We’re a long way from the time when the deacons of the church would gather in the parlor of the home of the deceased to prepare the body for the wake and the burial in the church yard. The history of the rise to dominance of Funeral Homes and their resident Directors is a fascinating one—at least from the standpoint of a pastor.  

Tracy was in his mid forties. Healthy, robust, outgoing, and full of adventure. He ran his own excavating business and was the master of the earth-moving machine. In the introverted culture of rural Maine life, his extroverted nature was a breath of fresh air for this extroverted leaning pastor. The call came to my cell on a Saturday afternoon. The signal was weak, but strong enough to pick up the trauma unfolding on the other end of the line: “Tracy’s dead!” It was Becky, Tracy’s wife of more than twenty-five years. She could barely get the words out. She went on: “He was crossing the road on his snowmobile and he was hit broadside. He’s dead.” The following Wednesday, the day eventually set for the funeral, was Ash Wednesday. The season and the magnitude of this death for the congregation and the small town as a whole made me bound and determined not to follow the assigned script for funereal practice I had been inducted into decades before.
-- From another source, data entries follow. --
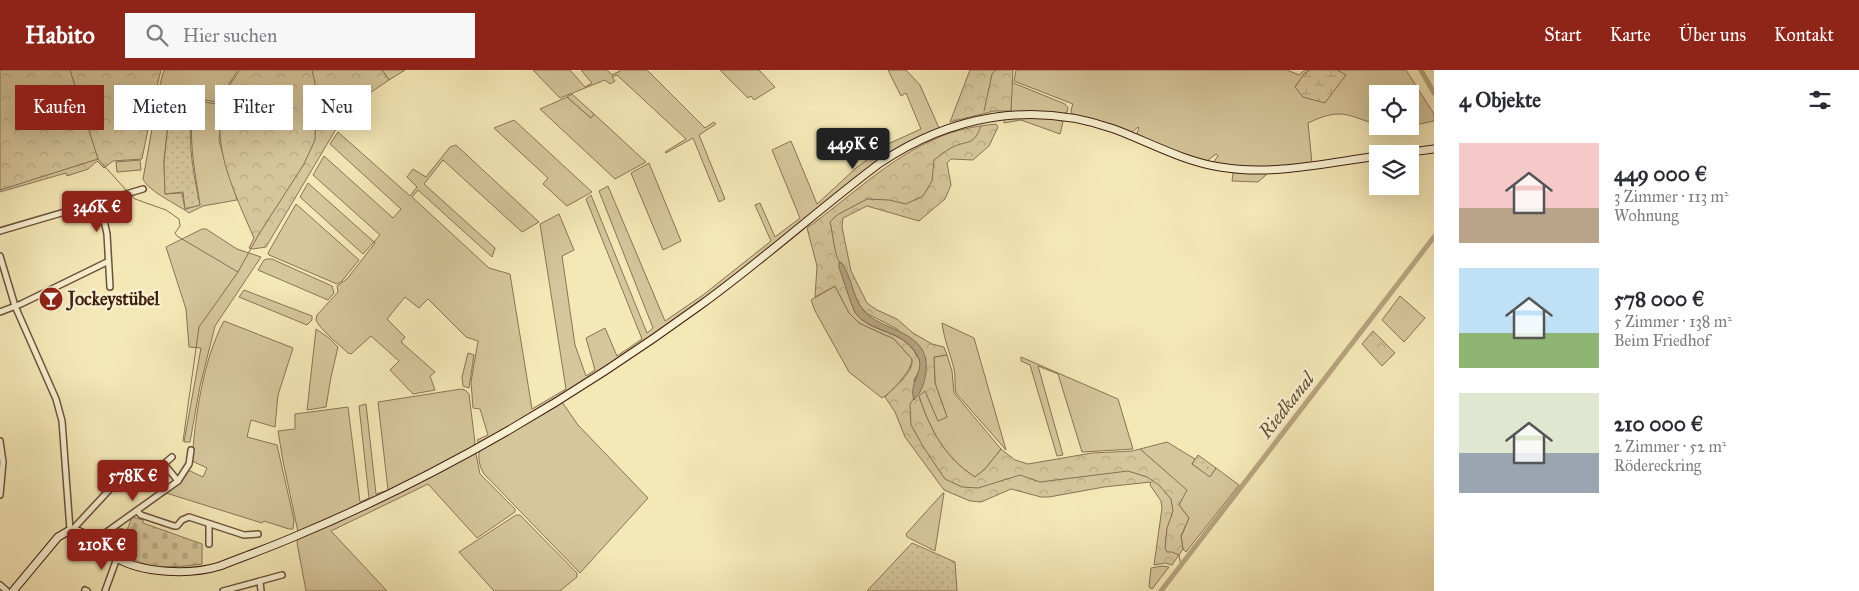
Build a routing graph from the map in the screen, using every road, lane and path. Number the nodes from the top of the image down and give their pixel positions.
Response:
1 (1434, 149) edge
2 (1419, 151) edge
3 (1369, 157) edge
4 (143, 189) dead end
5 (100, 202) junction
6 (0, 231) edge
7 (0, 256) edge
8 (107, 262) junction
9 (110, 287) dead end
10 (14, 306) junction
11 (0, 312) edge
12 (0, 441) edge
13 (191, 450) dead end
14 (172, 457) dead end
15 (164, 464) junction
16 (152, 474) dead end
17 (178, 481) junction
18 (111, 488) dead end
19 (0, 495) edge
20 (137, 511) junction
21 (209, 524) junction
22 (71, 529) junction
23 (258, 534) dead end
24 (94, 541) junction
25 (209, 544) dead end
26 (117, 558) junction
27 (282, 575) dead end
28 (260, 581) junction
29 (0, 585) edge
30 (7, 591) edge
31 (12, 591) edge
32 (105, 591) edge
33 (223, 591) edge
34 (261, 591) edge

1 - 2 main road
3 - 26 main road
4 - 5 street
5 - 6 street
5 - 8 street
7 - 10 street
8 - 9 street
8 - 10 street
10 - 11 street
10 - 22 street
12 - 19 street
13 - 17 street
14 - 15 street
15 - 16 street
15 - 17 street
17 - 20 street
18 - 22 street
20 - 21 street
20 - 24 street
21 - 23 street
21 - 25 street
22 - 24 main road
22 - 31 main road
24 - 26 main road
26 - 32 street
27 - 28 street
28 - 33 street
28 - 34 street
29 - 30 street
I had only arrived the year before to be the Pastor of this small Baptist congregation.  

To make a long story short, we set up a vigil at the church. There would be no wake at the Funeral Home. This time, the church would keep watch and become a sanctuary for the dead and the grieving. The sanctuary was cleaned from top to bottom and flowers were kept to a minimum. The afternoon before the day of the funeral, the Funeral Director delivered Tracy’s body to the church where it was received by the deacons. The casket was placed in the sanctuary with a Christ Candle at the head of the casket. That evening hundreds of people filled the sanctuary and visited and lingered with the family and each other. This little church had not seen this kind of life in living memory. 

When the wake was done, the congregation remained. All through the night, the candle burned and parishioners came and went, sitting reverently, praying fervently, keeping faith with Tracy. This continued right up to the time of the service the following day. The building never felt the same after that night. The church experienced a kind of awakening to its place in the community. To this day, I believe it was a transformative moment.  

This particular way of doing things did not become a practice in that congregation. However, services at Funeral Homes for members and related others became a rarity. They were almost always housed in the sanctuary. 

All that to say, I am learning to be more constructive in my critique of Funeral Directors and their Homes. The critique begins at home. What does it mean for the church to reclaim its ministry to the dead and the grieving? That’s the question pastors and congregations need to answer.  

Let me end this post with a positive turn toward the Funeral Director and his/her profession. I point you to a Frontline documentary entitled, The Undertaking, which aired on PBS in October, 2007. This program features the life and work of undertaker, Thomas Lynch and is based on his critically acclaimed book, The Undertaking: Life Studies from the Dismal Trade. The book and the film combine for a wonderfully redemptive chronicle of the life of one undertaker. It was a reminder of the how good that profession can be and how much better we as pastors need to become at undertaking our role with the dead and the grieving. You can download the program from iTunes for $2 or watch it for free online at http://www.pbs.org/wgbh/pages/frontline/undertaking/view/.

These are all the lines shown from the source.